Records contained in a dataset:
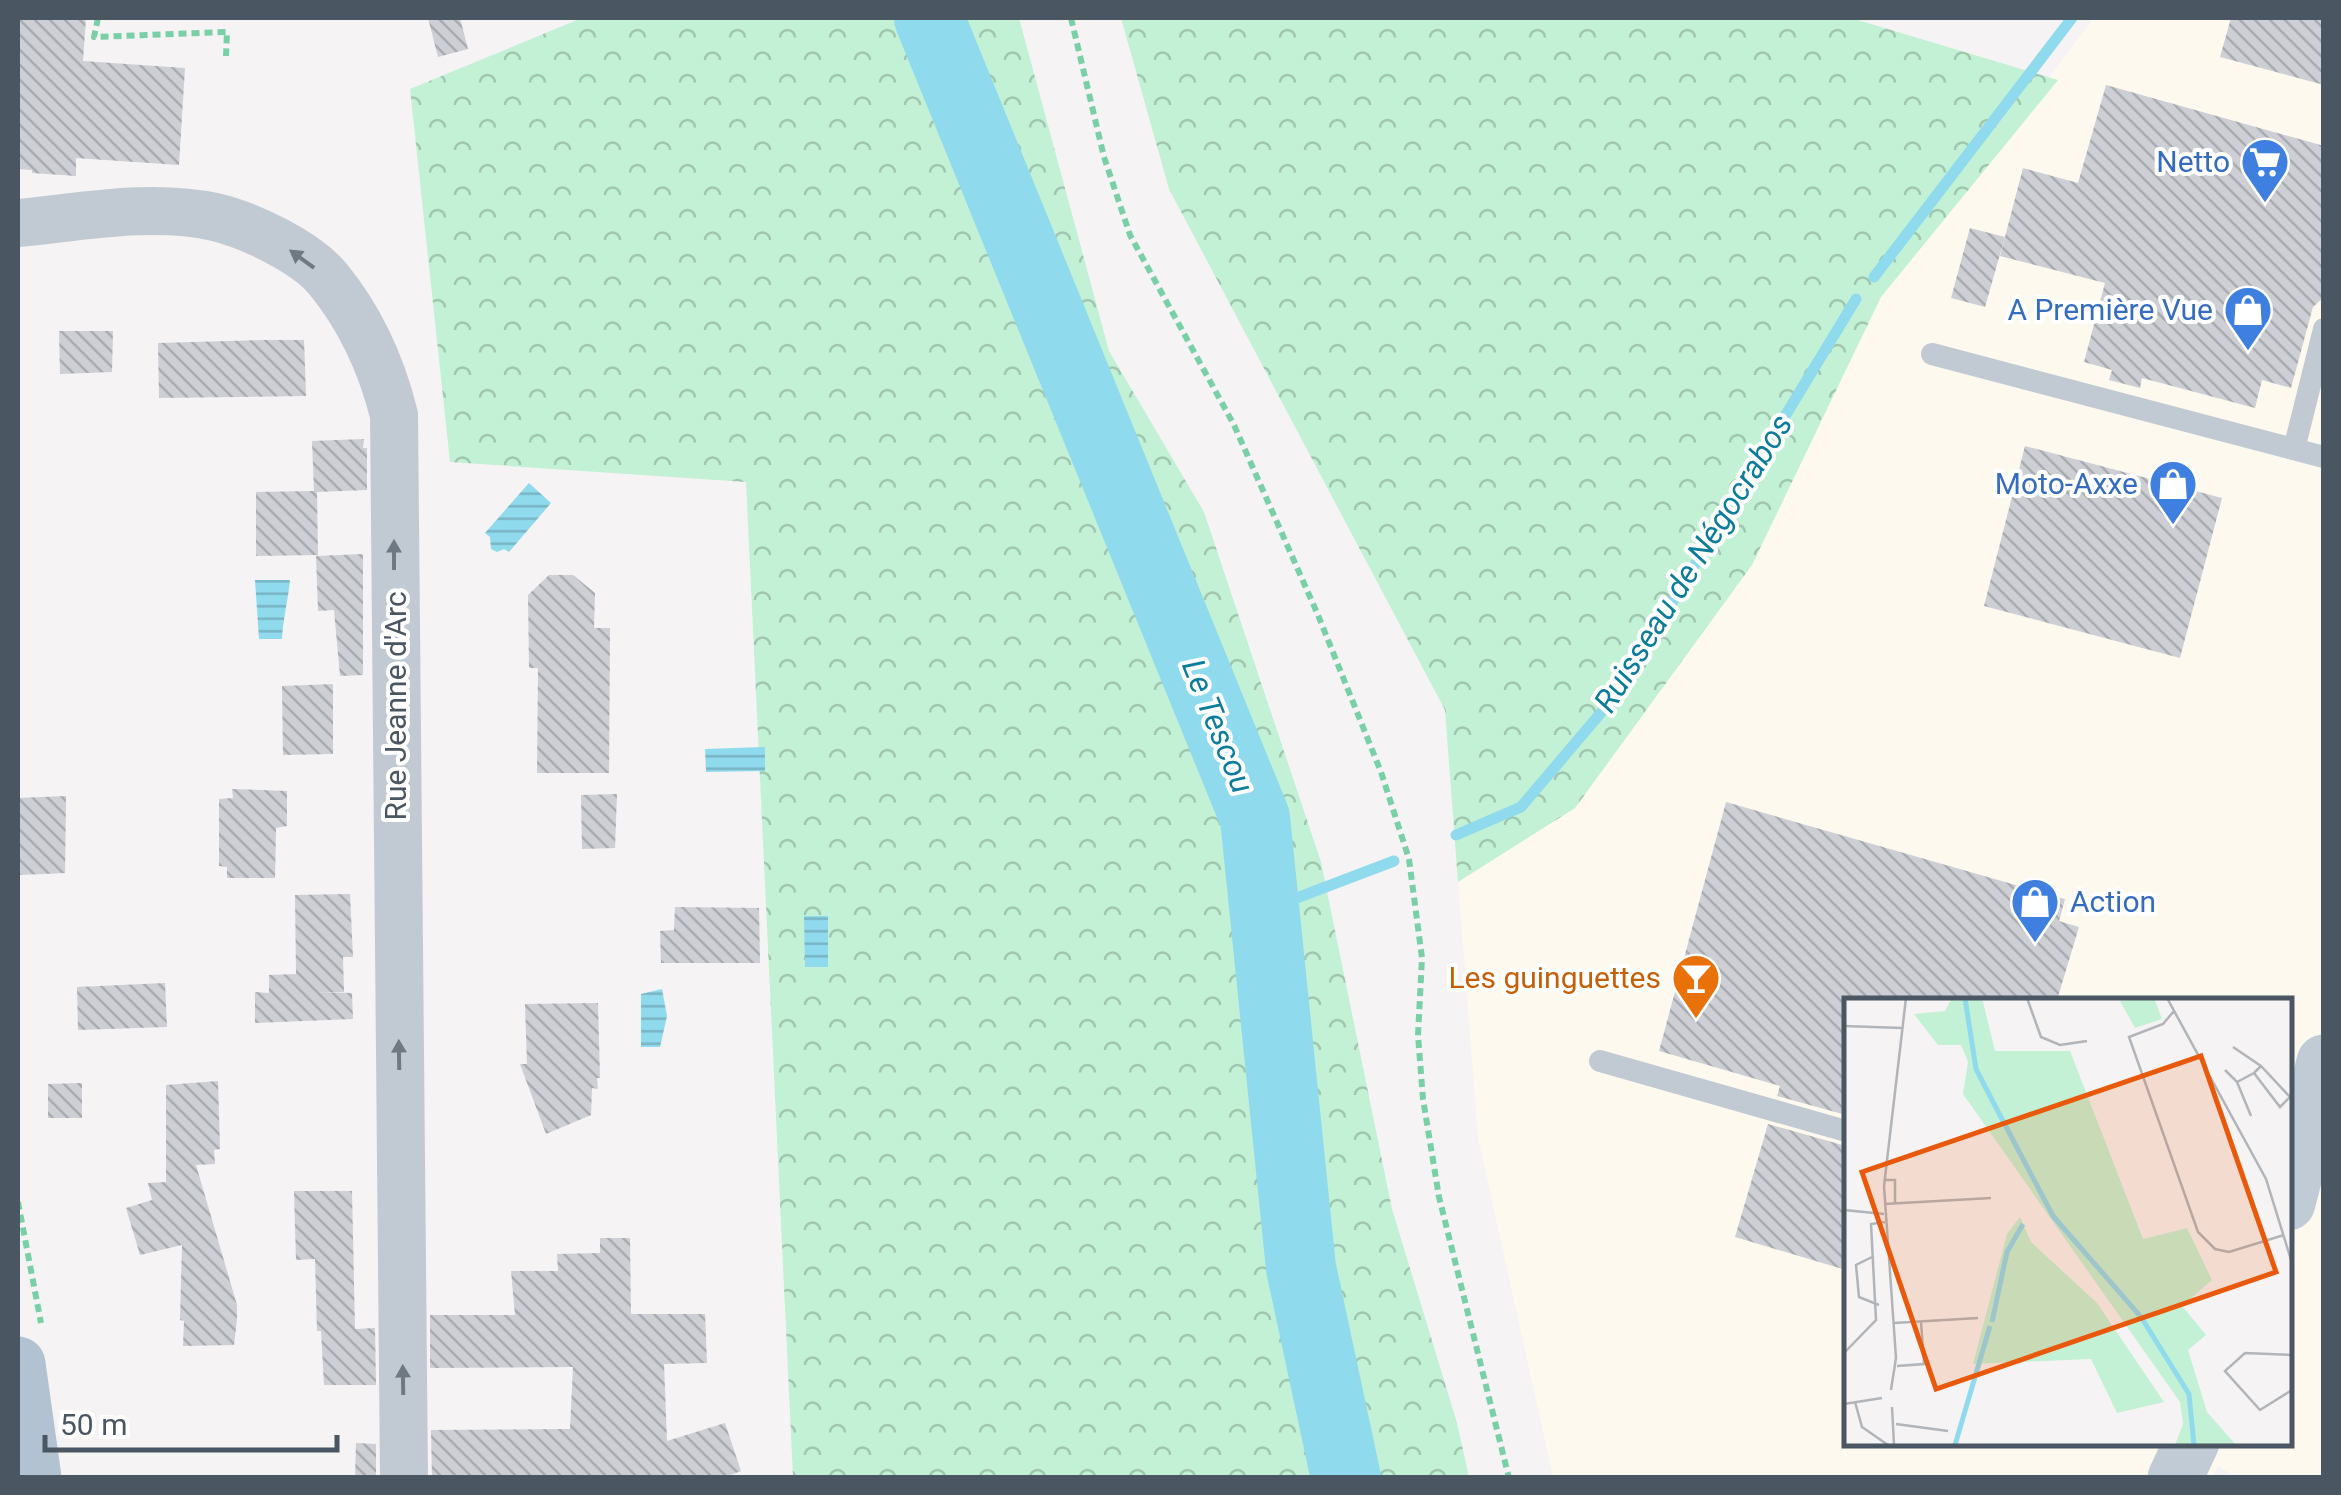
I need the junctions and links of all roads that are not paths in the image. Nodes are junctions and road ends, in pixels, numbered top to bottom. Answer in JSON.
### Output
{"nodes":[{"id":1,"x":18,"y":223,"type":"edge"},
{"id":2,"x":2324,"y":329,"type":"edge"},
{"id":3,"x":1932,"y":354,"type":"dead end"},
{"id":4,"x":2294,"y":449,"type":"junction"},
{"id":5,"x":2324,"y":457,"type":"edge"},
{"id":6,"x":1600,"y":1061,"type":"dead end"},
{"id":7,"x":2324,"y":1062,"type":"edge"},
{"id":8,"x":1844,"y":1130,"type":"edge"},
{"id":9,"x":2303,"y":1174,"type":"edge"},
{"id":10,"x":18,"y":1364,"type":"edge"},
{"id":11,"x":2191,"y":1445,"type":"edge"},
{"id":12,"x":34,"y":1478,"type":"edge"},
{"id":13,"x":404,"y":1478,"type":"edge"},
{"id":14,"x":2176,"y":1478,"type":"edge"}],
"edges":[{"from":13,"to":1,"type":"street","name":"Rue Jeanne d'Arc","one_way":true},
{"from":2,"to":4,"type":"lane"},
{"from":3,"to":4,"type":"lane"},
{"from":4,"to":5,"type":"lane"},
{"from":6,"to":8,"type":"lane"},
{"from":7,"to":9,"type":"main road"},
{"from":10,"to":12,"type":"main road"},
{"from":11,"to":14,"type":"main road"}]}
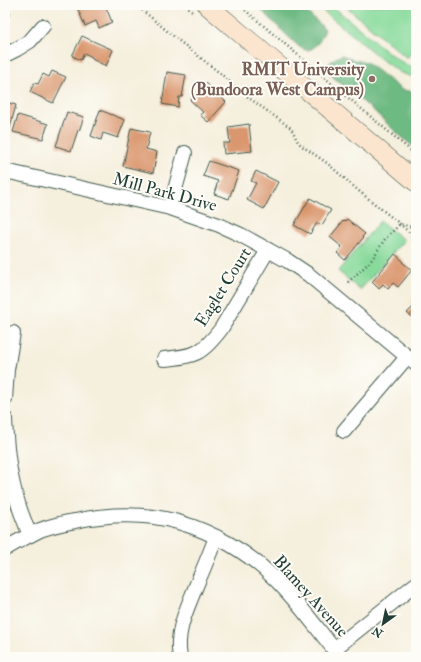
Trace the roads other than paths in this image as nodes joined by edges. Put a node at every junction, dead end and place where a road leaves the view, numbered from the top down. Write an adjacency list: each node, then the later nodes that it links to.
1 (207, 5): 6 (main road)
2 (44, 26): 3 (street)
3 (5, 56)
4 (185, 153): 7 (street)
5 (5, 171): 7 (street, Mill Park Drive)
6 (415, 182)
7 (170, 208): 8 (street, Mill Park Drive)
8 (268, 250): 10 (street, Eaglet Court); 11 (street, Mill Park Drive)
9 (13, 333): 12 (street)
10 (164, 359)
11 (412, 361): 14 (street)
12 (5, 399)
13 (5, 418): 15 (street)
14 (344, 430)
15 (30, 535): 16 (street, Blamey Avenue); 17 (street, Blamey Avenue)
16 (216, 537): 19 (street, Blamey Avenue); 20 (street)
17 (5, 549)
18 (416, 584): 19 (street)
19 (337, 653)
20 (180, 657)

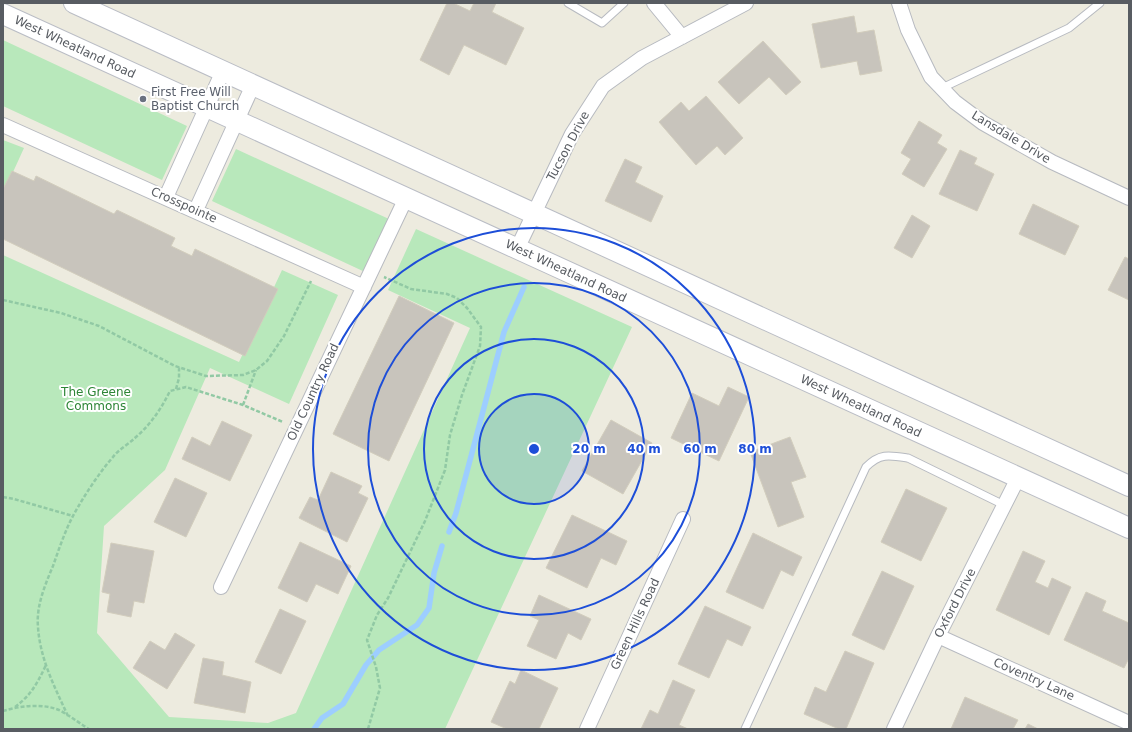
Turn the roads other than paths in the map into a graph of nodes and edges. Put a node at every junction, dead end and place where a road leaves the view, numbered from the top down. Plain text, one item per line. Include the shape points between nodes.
1 (74, 3) edge
2 (568, 3) edge
3 (624, 3) edge
4 (654, 3) edge
5 (746, 3) edge
6 (899, 3) edge
7 (1100, 3) edge
8 (3, 14) edge
9 (682, 37) junction
10 (224, 71) junction
11 (253, 85) junction
12 (942, 88) junction
13 (207, 107) junction
14 (237, 121) junction
15 (3, 125) edge
16 (166, 197) junction
17 (406, 198) junction
18 (1129, 198) edge
19 (196, 210) junction
20 (534, 213) junction
21 (517, 249) junction
22 (364, 287) junction
23 (1018, 478) junction
24 (1129, 486) edge
25 (1004, 505) junction
26 (683, 519) dead end
27 (1129, 528) edge
28 (221, 587) dead end
29 (938, 636) junction
30 (1129, 723) edge
31 (587, 729) edge
32 (745, 729) edge
33 (894, 729) edge

1 - 10 main road
2 - 3 lane via 602,23
4 - 9 street
5 - 9 street, Tucson Drive
6 - 12 street, Lansdale Drive via 908,30 930,77
7 - 12 lane via 1070,28
8 - 13 main road, West Wheatland Road
9 - 20 street, Tucson Drive via 642,58 603,86 572,134
10 - 11 main road
10 - 13 street
11 - 14 street
11 - 20 main road
12 - 18 street, Lansdale Drive via 955,102 983,123 1052,162
13 - 14 main road, West Wheatland Road
13 - 16 street
14 - 17 main road, West Wheatland Road
14 - 19 street
15 - 16 street, Crosspointe
16 - 19 street, Crosspointe
17 - 21 main road, West Wheatland Road
17 - 22 street, Old Country Road
19 - 22 street, Crosspointe
20 - 21 street, Tucson Drive
20 - 24 main road
21 - 23 main road, West Wheatland Road
22 - 28 street, Old Country Road
23 - 25 street, Oxford Drive
23 - 27 main road, West Wheatland Road
25 - 29 street, Oxford Drive
25 - 32 lane via 908,458 884,455 874,459 866,467
26 - 31 street, Green Hills Road
29 - 30 street, Coventry Lane
29 - 33 street, Oxford Drive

● Task description: Reproduce every line above as written, skipping pictures.

● Solution for this problem:
I need the junctions and links of all roads that are not paths in the image. Nodes are junctions and road ends, in pixels, numbered top to bottom. Answer in JSON.
### Output
{"nodes":[{"id":1,"x":18,"y":223,"type":"edge"},
{"id":2,"x":2324,"y":329,"type":"edge"},
{"id":3,"x":1932,"y":354,"type":"dead end"},
{"id":4,"x":2294,"y":449,"type":"junction"},
{"id":5,"x":2324,"y":457,"type":"edge"},
{"id":6,"x":1600,"y":1061,"type":"dead end"},
{"id":7,"x":2324,"y":1062,"type":"edge"},
{"id":8,"x":1844,"y":1130,"type":"edge"},
{"id":9,"x":2303,"y":1174,"type":"edge"},
{"id":10,"x":18,"y":1364,"type":"edge"},
{"id":11,"x":2191,"y":1445,"type":"edge"},
{"id":12,"x":34,"y":1478,"type":"edge"},
{"id":13,"x":404,"y":1478,"type":"edge"},
{"id":14,"x":2176,"y":1478,"type":"edge"}],
"edges":[{"from":13,"to":1,"type":"street","name":"Rue Jeanne d'Arc","one_way":true},
{"from":2,"to":4,"type":"lane"},
{"from":3,"to":4,"type":"lane"},
{"from":4,"to":5,"type":"lane"},
{"from":6,"to":8,"type":"lane"},
{"from":7,"to":9,"type":"main road"},
{"from":10,"to":12,"type":"main road"},
{"from":11,"to":14,"type":"main road"}]}
Trace the roads other than paths in this image as nodes joined by edges. Put a node at every junction, dead end and place where a road leaves the view, numbered from the top down. Write an adjacency list: each node, then the later nodes that it links to.
1 (207, 5): 6 (main road)
2 (44, 26): 3 (street)
3 (5, 56)
4 (185, 153): 7 (street)
5 (5, 171): 7 (street, Mill Park Drive)
6 (415, 182)
7 (170, 208): 8 (street, Mill Park Drive)
8 (268, 250): 10 (street, Eaglet Court); 11 (street, Mill Park Drive)
9 (13, 333): 12 (street)
10 (164, 359)
11 (412, 361): 14 (street)
12 (5, 399)
13 (5, 418): 15 (street)
14 (344, 430)
15 (30, 535): 16 (street, Blamey Avenue); 17 (street, Blamey Avenue)
16 (216, 537): 19 (street, Blamey Avenue); 20 (street)
17 (5, 549)
18 (416, 584): 19 (street)
19 (337, 653)
20 (180, 657)

Turn the roads other than paths in the map into a graph of nodes and edges. Put a node at every junction, dead end and place where a road leaves the view, numbered from the top down. Plain text, one item per line. Include the shape points between nodes.
1 (74, 3) edge
2 (568, 3) edge
3 (624, 3) edge
4 (654, 3) edge
5 (746, 3) edge
6 (899, 3) edge
7 (1100, 3) edge
8 (3, 14) edge
9 (682, 37) junction
10 (224, 71) junction
11 (253, 85) junction
12 (942, 88) junction
13 (207, 107) junction
14 (237, 121) junction
15 (3, 125) edge
16 (166, 197) junction
17 (406, 198) junction
18 (1129, 198) edge
19 (196, 210) junction
20 (534, 213) junction
21 (517, 249) junction
22 (364, 287) junction
23 (1018, 478) junction
24 (1129, 486) edge
25 (1004, 505) junction
26 (683, 519) dead end
27 (1129, 528) edge
28 (221, 587) dead end
29 (938, 636) junction
30 (1129, 723) edge
31 (587, 729) edge
32 (745, 729) edge
33 (894, 729) edge

1 - 10 main road
2 - 3 lane via 602,23
4 - 9 street
5 - 9 street, Tucson Drive
6 - 12 street, Lansdale Drive via 908,30 930,77
7 - 12 lane via 1070,28
8 - 13 main road, West Wheatland Road
9 - 20 street, Tucson Drive via 642,58 603,86 572,134
10 - 11 main road
10 - 13 street
11 - 14 street
11 - 20 main road
12 - 18 street, Lansdale Drive via 955,102 983,123 1052,162
13 - 14 main road, West Wheatland Road
13 - 16 street
14 - 17 main road, West Wheatland Road
14 - 19 street
15 - 16 street, Crosspointe
16 - 19 street, Crosspointe
17 - 21 main road, West Wheatland Road
17 - 22 street, Old Country Road
19 - 22 street, Crosspointe
20 - 21 street, Tucson Drive
20 - 24 main road
21 - 23 main road, West Wheatland Road
22 - 28 street, Old Country Road
23 - 25 street, Oxford Drive
23 - 27 main road, West Wheatland Road
25 - 29 street, Oxford Drive
25 - 32 lane via 908,458 884,455 874,459 866,467
26 - 31 street, Green Hills Road
29 - 30 street, Coventry Lane
29 - 33 street, Oxford Drive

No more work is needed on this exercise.